Task to carry out: Give back exactly the lines from the start of the entries below to the line holding "width:63px; height:63px; display:grid;", that line included, and leave every picture out.

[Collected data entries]
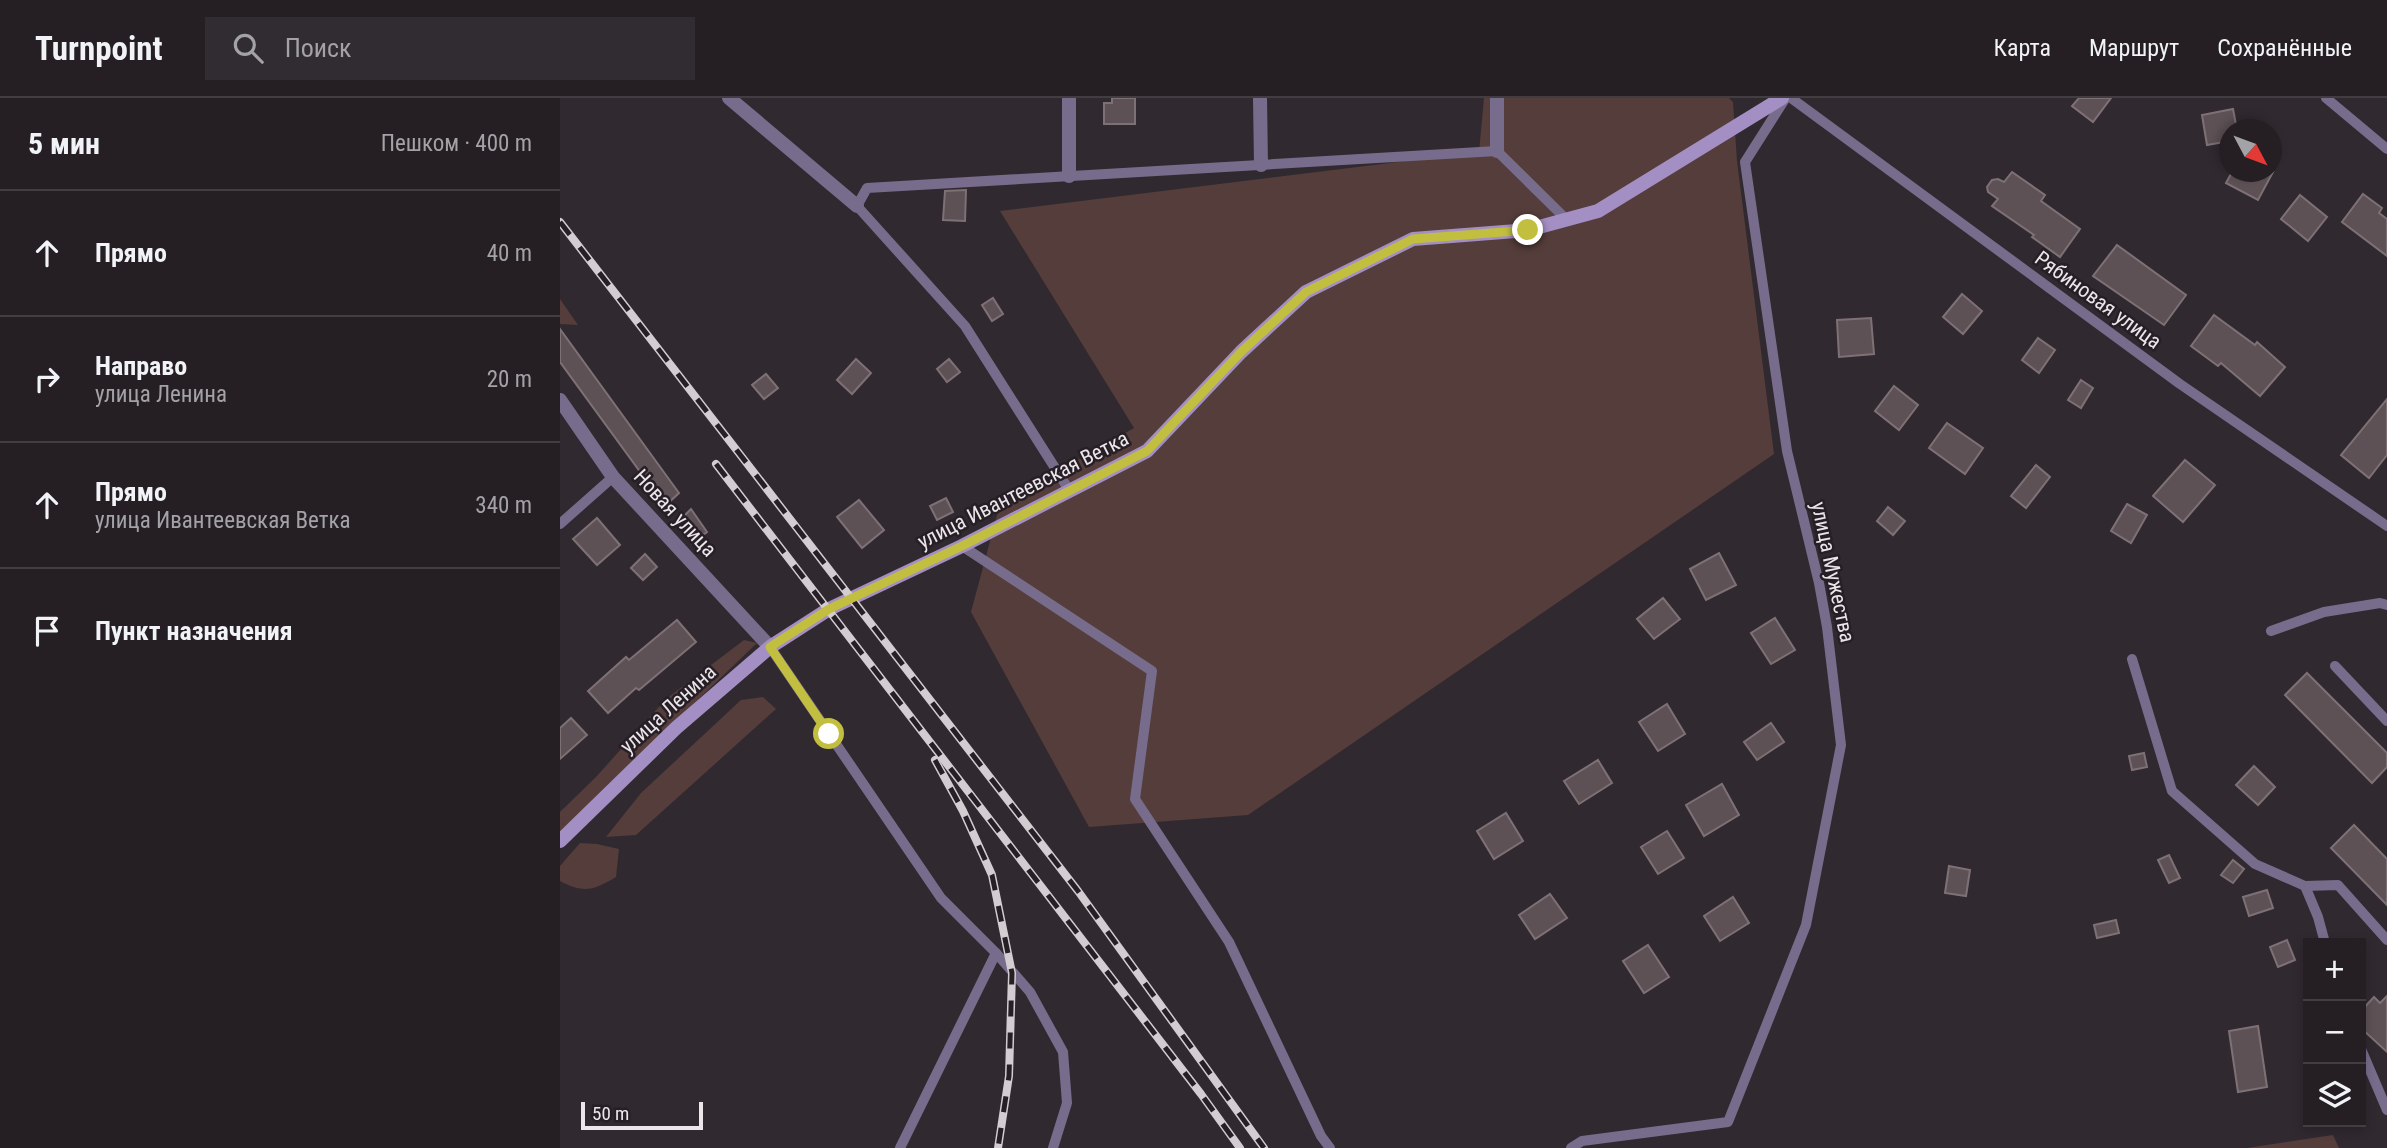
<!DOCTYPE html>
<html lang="ru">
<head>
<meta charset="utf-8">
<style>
	body { margin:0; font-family:"Roboto Condensed",sans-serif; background:#312c31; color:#f1f3f6 }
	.controls { position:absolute; right:21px; bottom:21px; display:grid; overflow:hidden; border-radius:0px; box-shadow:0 4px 10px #0003 }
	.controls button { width:63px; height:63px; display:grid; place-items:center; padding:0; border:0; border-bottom:2px solid #423d41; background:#251f24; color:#f1f3f6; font:35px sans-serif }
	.compass { position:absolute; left:1659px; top:21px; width:63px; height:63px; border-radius:50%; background:#251f24; box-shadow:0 4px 10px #0003; rotate:131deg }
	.scale { position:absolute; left:21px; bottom:18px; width:122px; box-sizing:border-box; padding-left:7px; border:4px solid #ece6eb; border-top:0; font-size:19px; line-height:24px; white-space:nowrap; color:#ece6eb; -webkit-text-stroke:5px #271f26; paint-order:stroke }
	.stop { position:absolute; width:21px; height:21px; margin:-16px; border:5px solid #c1be40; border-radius:50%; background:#fff }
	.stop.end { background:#c1be40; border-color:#fff; box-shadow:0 2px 7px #0008 }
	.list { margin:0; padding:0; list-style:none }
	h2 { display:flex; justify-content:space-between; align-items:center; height:91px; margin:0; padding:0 28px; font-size:30px }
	h2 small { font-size:23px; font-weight:400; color:#a3a2a6 }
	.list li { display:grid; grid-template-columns:46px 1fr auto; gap:21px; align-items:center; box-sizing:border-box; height:126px; padding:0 28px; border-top:2px solid #423d41 }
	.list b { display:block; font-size:26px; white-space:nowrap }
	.list p { margin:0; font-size:23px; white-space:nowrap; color:#a3a2a6 }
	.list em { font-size:23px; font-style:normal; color:#a3a2a6 }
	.icon { flex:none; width:38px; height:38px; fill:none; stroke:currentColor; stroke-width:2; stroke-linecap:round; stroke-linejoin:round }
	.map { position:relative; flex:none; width:1827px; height:1050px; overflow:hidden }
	header { display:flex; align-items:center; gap:42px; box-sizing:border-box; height:98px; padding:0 35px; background:#251f24; border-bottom:2px solid #423d41 }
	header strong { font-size:33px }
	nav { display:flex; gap:38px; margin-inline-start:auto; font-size:24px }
	.search { width:490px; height:63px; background:#312c31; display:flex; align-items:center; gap:18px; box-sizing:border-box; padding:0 24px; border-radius:0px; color:#a3a2a6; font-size:26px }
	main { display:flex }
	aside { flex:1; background:#251f24 }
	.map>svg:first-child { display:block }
	.green { fill:#543d3a }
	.building { fill:#5d5155; stroke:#7e7175; stroke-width:2 }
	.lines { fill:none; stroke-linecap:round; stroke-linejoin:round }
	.service { stroke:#786c8c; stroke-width:10 }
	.minor { stroke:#786c8c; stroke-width:14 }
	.secondary { stroke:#a38fc3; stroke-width:14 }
	.rail-casing { stroke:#d3cdd2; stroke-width:8 }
	.rail { stroke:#271f26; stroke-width:5; stroke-dasharray:16; stroke-linecap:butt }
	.route { stroke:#c1be40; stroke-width:9 }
	.labels { text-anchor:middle; stroke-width:5; stroke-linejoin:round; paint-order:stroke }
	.street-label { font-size:21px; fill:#ece6eb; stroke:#271f26 }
</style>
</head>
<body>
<header>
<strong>Turnpoint</strong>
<div class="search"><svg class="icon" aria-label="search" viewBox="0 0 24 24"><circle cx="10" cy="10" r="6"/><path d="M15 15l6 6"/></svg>Поиск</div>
<nav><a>Карта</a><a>Маршрут</a><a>Сохранённые</a></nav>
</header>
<main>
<aside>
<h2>5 мин<small>Пешком · 400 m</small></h2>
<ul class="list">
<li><svg class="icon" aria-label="ahead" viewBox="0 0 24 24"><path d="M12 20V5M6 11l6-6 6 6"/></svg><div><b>Прямо</b></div><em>40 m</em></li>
<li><svg class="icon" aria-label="right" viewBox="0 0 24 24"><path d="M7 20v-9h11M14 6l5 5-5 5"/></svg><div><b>Направо</b><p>улица Ленина</p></div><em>20 m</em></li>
<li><svg class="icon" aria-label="ahead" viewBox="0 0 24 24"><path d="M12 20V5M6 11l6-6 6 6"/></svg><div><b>Прямо</b><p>улица Ивантеевская Ветка</p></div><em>340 m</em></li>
<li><svg class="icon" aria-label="arrive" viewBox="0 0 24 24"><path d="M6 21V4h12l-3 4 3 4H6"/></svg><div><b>Пункт назначения</b></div></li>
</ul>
</aside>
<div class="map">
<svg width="1827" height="1050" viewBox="0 0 1827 1050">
	<rect width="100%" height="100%" fill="#312930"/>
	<g class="green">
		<path d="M924,0H1169L1173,4L1177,63L1214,356L688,717L529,729L411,514L440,406L574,330L440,113L919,54Z"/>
		<path d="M0,201L18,227L0,226Z"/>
		<path d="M184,542L197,545L48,688L0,739V714L36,679L106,601Z"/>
		<path d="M203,599L216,611L76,737L46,739L81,695L181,602Z"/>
		<path d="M20,745L37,746L59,751L56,779C34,792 24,796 0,783V768Z"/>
		<path d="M1773,1037L1779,1050H1687Z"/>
	</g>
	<g class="building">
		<path d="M552,0H575V26H544V5H552Z"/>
		<path d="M1519,0H1551L1533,24L1512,8Z"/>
		<path d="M1673,11L1677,32H1670V43L1647,47L1642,17Z"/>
		<path d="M1452,74L1485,97L1481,103L1520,131L1500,159L1472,139L1474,137L1432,108L1438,101L1428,94L1427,89L1432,82L1438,81L1444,84Z"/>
		<path d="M1672,74H1713L1698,102L1666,85Z"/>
		<path d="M406,92L405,123L383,122L385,93Z"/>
		<path d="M1803,96L1822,110L1819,115L1827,121V158L1782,124Z"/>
		<path d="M1740,97L1767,119L1748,143L1721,121Z"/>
		<path d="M1557,147L1626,197L1604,227L1533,178Z"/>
		<path d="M1402,196L1422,213L1403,236L1383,219Z"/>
		<path d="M433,200L443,216L432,223L422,207Z"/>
		<path d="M1654,217L1695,247L1697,244L1725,269L1700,298L1661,265L1658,268L1631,248Z"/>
		<path d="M1311,220L1314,256L1279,259L1277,222Z"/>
		<path d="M0,231L119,395L105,408L0,264Z"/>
		<path d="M1478,240L1495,252L1479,275L1462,262Z"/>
		<path d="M296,261L311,275L292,296L277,282Z"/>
		<path d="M389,261L400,274L387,284L377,271Z"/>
		<path d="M206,276L218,290L204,301L192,287Z"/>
		<path d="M1521,282L1533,290L1521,310L1508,302Z"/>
		<path d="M1334,288L1358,307L1339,332L1315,313Z"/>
		<path d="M1827,301V357L1809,380L1781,357Z"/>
		<path d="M1387,325L1423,350L1405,376L1369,350Z"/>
		<path d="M1625,362L1655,387L1623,424L1593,398Z"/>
		<path d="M1476,367L1490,379L1466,410L1451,398Z"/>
		<path d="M386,400L393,414L377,422L370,408Z"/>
		<path d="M299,402L324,432L302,450L277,419Z"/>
		<path d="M1567,406L1587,417L1571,445L1551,433Z"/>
		<path d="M1328,409L1345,423L1333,437L1317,423Z"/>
		<path d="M131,411L147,434L132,445L117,425Z"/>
		<path d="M37,420L60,447L37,467L13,441Z"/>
		<path d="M1159,455L1176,487L1146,502L1130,471Z"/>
		<path d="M85,456L97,469L83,482L71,470Z"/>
		<path d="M1103,500L1120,521L1094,541L1077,521Z"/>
		<path d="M1215,520L1235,552L1211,566L1191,535Z"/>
		<path d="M117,522L136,544L79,592L76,590L48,615L28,593L66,559L69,562Z"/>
		<path d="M1747,575L1827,655V669L1812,685L1725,597Z"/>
		<path d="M1107,606L1125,636L1098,653L1079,624Z"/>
		<path d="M11,620L27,637L0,661V630Z"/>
		<path d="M1211,625L1224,644L1197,662L1184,644Z"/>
		<path d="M1584,655L1587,669L1572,672L1569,658Z"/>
		<path d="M1038,662L1052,685L1019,706L1004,683Z"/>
		<path d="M1694,668L1715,689L1698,707L1676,687Z"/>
		<path d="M1162,686L1179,717L1144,738L1126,707Z"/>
		<path d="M946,715L963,743L934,761L917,733Z"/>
		<path d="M1794,727L1827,761V807L1771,750Z"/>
		<path d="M1107,733L1124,760L1098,776L1081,749Z"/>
		<path d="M1609,757L1620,780L1609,785L1598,762Z"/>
		<path d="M1673,762L1684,771L1673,785L1661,777Z"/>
		<path d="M1389,768L1410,772L1406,798L1385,795Z"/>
		<path d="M1707,792L1713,810L1689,818L1683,799Z"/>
		<path d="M990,796L1007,820L975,841L959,817Z"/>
		<path d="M1173,799L1189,825L1160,843L1144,818Z"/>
		<path d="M1556,822L1559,835L1537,840L1534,827Z"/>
		<path d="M1727,842L1735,862L1718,869L1710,849Z"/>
		<path d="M1088,847L1109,879L1084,895L1063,863Z"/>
		<path d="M1827,898V954L1801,930V913L1814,899L1820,905Z"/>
		<path d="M1698,928L1707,989L1678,994L1669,933Z"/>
	</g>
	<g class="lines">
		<g class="service">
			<path d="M1231,0L1620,286L1827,428"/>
			<path d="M1766,0L1827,51"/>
			<path d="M509,392L405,228L297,108L307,90L937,53L1007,122"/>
			<path d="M0,426L53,379"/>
			<path d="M402,448L592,573L575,701L669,844L761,1038L770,1050"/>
			<path d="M1711,533L1764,514L1820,505L1827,507"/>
			<path d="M210,549L381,800L436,855L340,1050"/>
			<path d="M1572,561L1612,693L1695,766L1745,788L1758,819L1765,845"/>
			<path d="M1775,568L1827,623"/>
			<path d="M1745,788L1778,787L1827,842"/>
			<path d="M436,855L470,894L503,954L507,1005L493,1050"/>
			<path d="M1801,951L1827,1012"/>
			<path d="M1011,1050L1022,1043L1168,1024L1246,827L1281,647L1267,529L1259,485L1227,353L1185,64L1225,1"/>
		</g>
		<g class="minor">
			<path d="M169,0L297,108"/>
			<path d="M700,0L701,67"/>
			<path d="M937,0V53"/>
			<path d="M509,78V0"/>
			<path d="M0,302L53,379L210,549"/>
		</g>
		<path class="secondary" d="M0,743L116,630L210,549L269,511L402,448L587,353L681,254L746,194L853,141L968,132L1038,113L1222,0"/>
		<defs>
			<g id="rail">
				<path d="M0,124L518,793L704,1050"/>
				<path d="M156,366L641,996L680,1050"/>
				<path d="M375,662L403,713L432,777L452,875L449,978L438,1050"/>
			</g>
		</defs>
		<use href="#rail" class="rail-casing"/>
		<use href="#rail" class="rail"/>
	</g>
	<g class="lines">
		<path class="route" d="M269,636L210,549L269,511L402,448L587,353L681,254L746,194L853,141L968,132"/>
	</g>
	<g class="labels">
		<g class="street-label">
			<text transform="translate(1538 202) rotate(36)" y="7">Рябиновая улица</text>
			<text transform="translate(463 392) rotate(-27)" y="7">улица Ивантеевская Ветка</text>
			<text transform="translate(115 415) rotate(47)" y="7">Новая улица</text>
			<text transform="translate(1273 474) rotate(78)" y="7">улица Мужества</text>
			<text transform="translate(108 611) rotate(-42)" y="7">улица Ленина</text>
		</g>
	</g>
</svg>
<div class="controls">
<button>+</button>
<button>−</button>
<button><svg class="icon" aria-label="layers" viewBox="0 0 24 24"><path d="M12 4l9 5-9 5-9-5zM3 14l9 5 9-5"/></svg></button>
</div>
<svg class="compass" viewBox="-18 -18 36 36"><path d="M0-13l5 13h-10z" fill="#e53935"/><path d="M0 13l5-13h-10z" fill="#a3a2a6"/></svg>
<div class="scale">50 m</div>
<div class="stop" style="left:269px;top:636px"></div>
<div class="stop end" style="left:968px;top:132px"></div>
</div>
</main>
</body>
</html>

Expected output:
<!DOCTYPE html>
<html lang="ru">
<head>
<meta charset="utf-8">
<style>
	body { margin:0; font-family:"Roboto Condensed",sans-serif; background:#312c31; color:#f1f3f6 }
	.controls { position:absolute; right:21px; bottom:21px; display:grid; overflow:hidden; border-radius:0px; box-shadow:0 4px 10px #0003 }
	.controls button { width:63px; height:63px; display:grid; place-items:center; padding:0; border:0; border-bottom:2px solid #423d41; background:#251f24; color:#f1f3f6; font:35px sans-serif }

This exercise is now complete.